— MATERIAL TO PROCESS —
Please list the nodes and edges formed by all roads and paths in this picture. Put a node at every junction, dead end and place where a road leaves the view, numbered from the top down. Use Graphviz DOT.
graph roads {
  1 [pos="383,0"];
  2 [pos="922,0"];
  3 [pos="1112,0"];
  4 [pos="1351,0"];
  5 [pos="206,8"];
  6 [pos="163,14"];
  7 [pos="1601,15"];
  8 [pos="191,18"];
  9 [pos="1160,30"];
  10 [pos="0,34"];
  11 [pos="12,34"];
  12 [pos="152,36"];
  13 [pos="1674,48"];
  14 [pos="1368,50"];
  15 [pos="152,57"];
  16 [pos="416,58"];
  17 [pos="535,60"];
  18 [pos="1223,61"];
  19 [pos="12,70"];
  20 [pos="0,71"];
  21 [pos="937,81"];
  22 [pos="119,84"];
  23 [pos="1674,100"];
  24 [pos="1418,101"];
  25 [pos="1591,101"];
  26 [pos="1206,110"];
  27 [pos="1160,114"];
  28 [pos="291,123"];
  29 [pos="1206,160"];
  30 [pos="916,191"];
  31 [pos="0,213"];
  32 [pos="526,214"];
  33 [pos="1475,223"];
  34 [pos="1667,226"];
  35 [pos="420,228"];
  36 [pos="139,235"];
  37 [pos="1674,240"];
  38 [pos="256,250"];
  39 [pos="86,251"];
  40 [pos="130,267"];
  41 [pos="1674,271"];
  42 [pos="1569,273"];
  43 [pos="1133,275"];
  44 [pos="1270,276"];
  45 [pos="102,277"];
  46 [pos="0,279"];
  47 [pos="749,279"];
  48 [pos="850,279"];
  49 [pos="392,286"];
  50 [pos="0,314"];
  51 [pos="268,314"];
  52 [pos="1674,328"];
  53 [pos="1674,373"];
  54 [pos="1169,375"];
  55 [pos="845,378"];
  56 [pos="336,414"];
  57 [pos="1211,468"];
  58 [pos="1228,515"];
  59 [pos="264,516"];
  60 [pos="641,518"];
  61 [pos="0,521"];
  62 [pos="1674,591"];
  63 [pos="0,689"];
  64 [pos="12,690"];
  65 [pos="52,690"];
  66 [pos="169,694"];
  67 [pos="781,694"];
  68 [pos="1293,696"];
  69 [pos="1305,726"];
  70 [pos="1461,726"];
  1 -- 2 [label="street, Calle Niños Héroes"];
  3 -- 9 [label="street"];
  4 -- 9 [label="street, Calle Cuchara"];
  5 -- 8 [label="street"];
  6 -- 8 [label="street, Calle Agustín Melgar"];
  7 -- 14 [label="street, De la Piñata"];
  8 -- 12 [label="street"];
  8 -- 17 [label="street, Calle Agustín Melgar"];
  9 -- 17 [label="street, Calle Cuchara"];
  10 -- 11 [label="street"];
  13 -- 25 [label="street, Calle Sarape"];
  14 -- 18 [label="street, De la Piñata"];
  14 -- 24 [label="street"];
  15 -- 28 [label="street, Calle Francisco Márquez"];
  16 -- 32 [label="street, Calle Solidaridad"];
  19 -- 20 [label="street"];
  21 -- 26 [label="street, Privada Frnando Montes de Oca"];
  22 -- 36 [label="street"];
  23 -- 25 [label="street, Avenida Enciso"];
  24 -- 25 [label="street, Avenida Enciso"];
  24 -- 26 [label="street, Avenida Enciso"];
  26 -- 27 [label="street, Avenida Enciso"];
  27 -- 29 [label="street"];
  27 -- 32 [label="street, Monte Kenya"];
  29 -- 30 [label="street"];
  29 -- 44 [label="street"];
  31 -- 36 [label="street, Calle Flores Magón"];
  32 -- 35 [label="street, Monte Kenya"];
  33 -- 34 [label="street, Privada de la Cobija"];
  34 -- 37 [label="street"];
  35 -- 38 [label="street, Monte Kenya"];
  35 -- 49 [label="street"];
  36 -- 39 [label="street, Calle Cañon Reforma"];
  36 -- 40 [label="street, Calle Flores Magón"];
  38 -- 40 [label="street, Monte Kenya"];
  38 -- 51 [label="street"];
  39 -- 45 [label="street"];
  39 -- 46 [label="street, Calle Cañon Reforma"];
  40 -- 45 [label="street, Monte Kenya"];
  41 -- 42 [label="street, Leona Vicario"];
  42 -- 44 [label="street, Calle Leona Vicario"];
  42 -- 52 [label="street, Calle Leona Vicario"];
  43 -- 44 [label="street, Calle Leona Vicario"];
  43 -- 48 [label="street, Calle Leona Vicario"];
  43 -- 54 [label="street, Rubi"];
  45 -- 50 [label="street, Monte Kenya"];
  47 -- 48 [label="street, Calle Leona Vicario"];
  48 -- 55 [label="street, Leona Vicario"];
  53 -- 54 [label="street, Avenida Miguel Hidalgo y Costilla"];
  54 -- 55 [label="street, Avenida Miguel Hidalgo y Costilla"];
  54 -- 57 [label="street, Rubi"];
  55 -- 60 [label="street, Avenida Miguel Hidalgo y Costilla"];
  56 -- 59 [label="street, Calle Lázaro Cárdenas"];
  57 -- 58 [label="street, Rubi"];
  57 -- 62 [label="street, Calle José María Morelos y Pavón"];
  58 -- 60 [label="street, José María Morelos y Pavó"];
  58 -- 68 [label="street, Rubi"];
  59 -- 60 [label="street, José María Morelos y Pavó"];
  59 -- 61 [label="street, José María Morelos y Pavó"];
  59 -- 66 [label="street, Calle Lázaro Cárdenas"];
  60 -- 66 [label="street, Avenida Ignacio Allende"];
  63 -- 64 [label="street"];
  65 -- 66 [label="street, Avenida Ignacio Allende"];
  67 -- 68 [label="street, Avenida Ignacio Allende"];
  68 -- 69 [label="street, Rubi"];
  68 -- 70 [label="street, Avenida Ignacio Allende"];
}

— YOUR TASK —
Take the word "Reforma" and find each line of the material that contains it. Copy those lines.

— REPLY TO THE EXERCISE —
  36 -- 39 [label="street, Calle Cañon Reforma"];
  39 -- 46 [label="street, Calle Cañon Reforma"];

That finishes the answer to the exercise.